Data excerpts:
_ _ _ _

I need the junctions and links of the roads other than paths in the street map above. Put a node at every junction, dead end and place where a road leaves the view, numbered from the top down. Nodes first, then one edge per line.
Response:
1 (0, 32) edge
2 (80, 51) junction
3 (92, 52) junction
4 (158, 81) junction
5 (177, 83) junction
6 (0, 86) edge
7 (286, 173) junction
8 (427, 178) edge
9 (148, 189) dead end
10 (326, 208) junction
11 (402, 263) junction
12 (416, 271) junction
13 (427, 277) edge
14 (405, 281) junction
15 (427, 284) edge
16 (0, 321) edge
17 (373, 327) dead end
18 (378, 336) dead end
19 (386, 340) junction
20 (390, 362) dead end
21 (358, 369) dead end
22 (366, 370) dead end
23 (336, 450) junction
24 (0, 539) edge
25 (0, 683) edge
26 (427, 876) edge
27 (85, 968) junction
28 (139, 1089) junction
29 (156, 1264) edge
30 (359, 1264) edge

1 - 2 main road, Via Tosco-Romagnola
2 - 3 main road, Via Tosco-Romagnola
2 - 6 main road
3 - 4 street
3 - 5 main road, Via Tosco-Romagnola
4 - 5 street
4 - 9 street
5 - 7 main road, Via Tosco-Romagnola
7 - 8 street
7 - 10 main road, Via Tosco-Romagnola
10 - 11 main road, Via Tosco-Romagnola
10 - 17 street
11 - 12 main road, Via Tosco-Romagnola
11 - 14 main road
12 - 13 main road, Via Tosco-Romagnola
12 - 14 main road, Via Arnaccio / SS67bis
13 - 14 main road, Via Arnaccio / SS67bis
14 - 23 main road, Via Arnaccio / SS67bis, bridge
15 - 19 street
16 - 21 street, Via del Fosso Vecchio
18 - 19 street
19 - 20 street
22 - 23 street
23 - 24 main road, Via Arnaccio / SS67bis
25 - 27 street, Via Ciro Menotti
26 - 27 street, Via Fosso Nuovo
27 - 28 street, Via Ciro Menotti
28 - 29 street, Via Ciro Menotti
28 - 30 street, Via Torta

_ _ _ _

What is expected: Print every record above exactly as it was given.

Response for this exercise:
I need the junctions and links of the roads other than paths in the street map above. Put a node at every junction, dead end and place where a road leaves the view, numbered from the top down. Nodes first, then one edge per line.
Response:
1 (0, 32) edge
2 (80, 51) junction
3 (92, 52) junction
4 (158, 81) junction
5 (177, 83) junction
6 (0, 86) edge
7 (286, 173) junction
8 (427, 178) edge
9 (148, 189) dead end
10 (326, 208) junction
11 (402, 263) junction
12 (416, 271) junction
13 (427, 277) edge
14 (405, 281) junction
15 (427, 284) edge
16 (0, 321) edge
17 (373, 327) dead end
18 (378, 336) dead end
19 (386, 340) junction
20 (390, 362) dead end
21 (358, 369) dead end
22 (366, 370) dead end
23 (336, 450) junction
24 (0, 539) edge
25 (0, 683) edge
26 (427, 876) edge
27 (85, 968) junction
28 (139, 1089) junction
29 (156, 1264) edge
30 (359, 1264) edge

1 - 2 main road, Via Tosco-Romagnola
2 - 3 main road, Via Tosco-Romagnola
2 - 6 main road
3 - 4 street
3 - 5 main road, Via Tosco-Romagnola
4 - 5 street
4 - 9 street
5 - 7 main road, Via Tosco-Romagnola
7 - 8 street
7 - 10 main road, Via Tosco-Romagnola
10 - 11 main road, Via Tosco-Romagnola
10 - 17 street
11 - 12 main road, Via Tosco-Romagnola
11 - 14 main road
12 - 13 main road, Via Tosco-Romagnola
12 - 14 main road, Via Arnaccio / SS67bis
13 - 14 main road, Via Arnaccio / SS67bis
14 - 23 main road, Via Arnaccio / SS67bis, bridge
15 - 19 street
16 - 21 street, Via del Fosso Vecchio
18 - 19 street
19 - 20 street
22 - 23 street
23 - 24 main road, Via Arnaccio / SS67bis
25 - 27 street, Via Ciro Menotti
26 - 27 street, Via Fosso Nuovo
27 - 28 street, Via Ciro Menotti
28 - 29 street, Via Ciro Menotti
28 - 30 street, Via Torta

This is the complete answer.